Recently, I have been working with caregivers and their families. Although most caregivers have a family system, it seems to always come down to two members of the system — the person in need of the care (the patient) and the caregiver. It is always difficult for the caregiver to factor in their own needs when their needs conflict with the demands of the patient. The needs of the caregiver are just as important as the needs of the patient. If the caregiver continuously pushes their needs aside, they will become angry and resentful towards the patient, which will certainly affect the quality of care given.
My caregiver guidelines:
• The caregiver’s needs are just as important as the patient’s needs. Self-care is very important for the caregiver. If you are good the patient will be good.
• All difficult decisions only need to include the needs of the caregiver, their immediate family system and the patient. Family members not directly involved in the patients care do not need to be considered in decisions that will have no impact on them. When the needs of the caregiver and the patient are in conflict, the needs of the caregiver must always come first.

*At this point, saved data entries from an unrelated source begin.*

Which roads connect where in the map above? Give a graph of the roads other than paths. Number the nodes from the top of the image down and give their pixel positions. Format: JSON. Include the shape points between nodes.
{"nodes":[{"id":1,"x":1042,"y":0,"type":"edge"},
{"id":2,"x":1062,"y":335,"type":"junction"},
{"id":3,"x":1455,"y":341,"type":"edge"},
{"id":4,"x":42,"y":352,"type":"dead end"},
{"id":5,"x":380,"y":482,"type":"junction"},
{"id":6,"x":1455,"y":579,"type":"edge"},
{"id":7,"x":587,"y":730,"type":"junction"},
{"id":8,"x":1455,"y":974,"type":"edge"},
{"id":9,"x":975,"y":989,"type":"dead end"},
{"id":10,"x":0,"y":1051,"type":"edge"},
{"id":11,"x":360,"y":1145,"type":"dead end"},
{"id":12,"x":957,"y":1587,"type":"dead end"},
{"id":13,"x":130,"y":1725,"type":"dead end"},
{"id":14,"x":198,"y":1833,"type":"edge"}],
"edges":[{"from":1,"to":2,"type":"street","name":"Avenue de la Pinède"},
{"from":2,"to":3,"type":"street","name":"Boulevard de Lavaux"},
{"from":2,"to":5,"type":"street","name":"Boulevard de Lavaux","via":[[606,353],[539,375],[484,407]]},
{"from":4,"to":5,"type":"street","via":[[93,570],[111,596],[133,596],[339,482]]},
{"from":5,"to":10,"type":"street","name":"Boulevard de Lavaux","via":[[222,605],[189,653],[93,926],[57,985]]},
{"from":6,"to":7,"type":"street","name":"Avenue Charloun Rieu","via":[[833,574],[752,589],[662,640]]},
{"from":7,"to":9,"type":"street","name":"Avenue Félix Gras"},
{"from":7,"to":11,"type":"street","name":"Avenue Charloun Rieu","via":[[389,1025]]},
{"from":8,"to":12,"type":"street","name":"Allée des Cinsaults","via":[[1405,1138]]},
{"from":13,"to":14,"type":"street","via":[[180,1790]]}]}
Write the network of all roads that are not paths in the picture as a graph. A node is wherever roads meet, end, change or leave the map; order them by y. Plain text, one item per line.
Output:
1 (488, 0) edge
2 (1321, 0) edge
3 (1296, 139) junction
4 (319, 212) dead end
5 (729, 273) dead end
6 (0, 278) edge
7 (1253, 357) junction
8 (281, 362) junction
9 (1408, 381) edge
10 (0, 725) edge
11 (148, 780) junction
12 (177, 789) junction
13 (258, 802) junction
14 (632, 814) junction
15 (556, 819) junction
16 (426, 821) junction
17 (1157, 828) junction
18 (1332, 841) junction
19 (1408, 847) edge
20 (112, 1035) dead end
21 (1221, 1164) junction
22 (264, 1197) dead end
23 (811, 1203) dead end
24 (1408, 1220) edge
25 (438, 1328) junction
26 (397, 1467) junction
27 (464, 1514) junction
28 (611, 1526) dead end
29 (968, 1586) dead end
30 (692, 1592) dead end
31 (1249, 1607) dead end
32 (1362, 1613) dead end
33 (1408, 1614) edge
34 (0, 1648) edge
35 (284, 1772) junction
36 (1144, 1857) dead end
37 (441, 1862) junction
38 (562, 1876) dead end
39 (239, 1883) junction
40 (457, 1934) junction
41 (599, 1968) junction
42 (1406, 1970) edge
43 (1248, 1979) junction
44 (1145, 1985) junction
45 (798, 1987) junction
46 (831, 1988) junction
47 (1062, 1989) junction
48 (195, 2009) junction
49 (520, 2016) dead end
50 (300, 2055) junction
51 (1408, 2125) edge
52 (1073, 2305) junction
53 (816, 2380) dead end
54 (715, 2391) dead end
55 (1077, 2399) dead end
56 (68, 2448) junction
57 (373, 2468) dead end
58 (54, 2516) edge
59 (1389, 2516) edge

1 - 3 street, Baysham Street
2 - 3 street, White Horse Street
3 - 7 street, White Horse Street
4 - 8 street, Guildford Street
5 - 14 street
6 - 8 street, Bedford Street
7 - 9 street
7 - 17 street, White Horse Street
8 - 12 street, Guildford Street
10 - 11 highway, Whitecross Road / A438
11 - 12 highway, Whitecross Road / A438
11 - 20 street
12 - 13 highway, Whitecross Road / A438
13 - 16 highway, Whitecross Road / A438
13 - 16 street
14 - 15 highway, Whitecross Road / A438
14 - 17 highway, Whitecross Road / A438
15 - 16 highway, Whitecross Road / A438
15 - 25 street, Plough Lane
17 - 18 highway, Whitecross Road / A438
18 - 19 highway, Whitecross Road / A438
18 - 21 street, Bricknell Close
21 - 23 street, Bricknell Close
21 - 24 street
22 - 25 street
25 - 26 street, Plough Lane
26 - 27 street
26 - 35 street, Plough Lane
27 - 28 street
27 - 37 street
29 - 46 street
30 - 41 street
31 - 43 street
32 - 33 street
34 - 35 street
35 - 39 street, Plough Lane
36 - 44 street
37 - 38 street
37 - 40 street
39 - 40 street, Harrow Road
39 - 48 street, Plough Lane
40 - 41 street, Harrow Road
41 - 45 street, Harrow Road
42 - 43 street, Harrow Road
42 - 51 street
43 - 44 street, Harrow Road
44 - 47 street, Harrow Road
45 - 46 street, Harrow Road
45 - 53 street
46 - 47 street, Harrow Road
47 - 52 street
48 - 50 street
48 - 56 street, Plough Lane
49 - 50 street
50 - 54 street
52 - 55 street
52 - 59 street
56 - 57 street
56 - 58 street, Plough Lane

• Respite, a short period of rest or relieve from something difficult or unpleasant, will be what you need most and the most difficult to do. Try to understand when seeking respite, this is part of giving good care to the patient and must be taken. Feeling guilty because you are taking a break from your caregiving duties is better than anger and resentment towards the patient, which you will undoubtedly feel if no respite is taken.
• Seek help, from someone outside of your family system. A family therapist, a social worker or a caregiver group will help you find peace during this very difficult journey.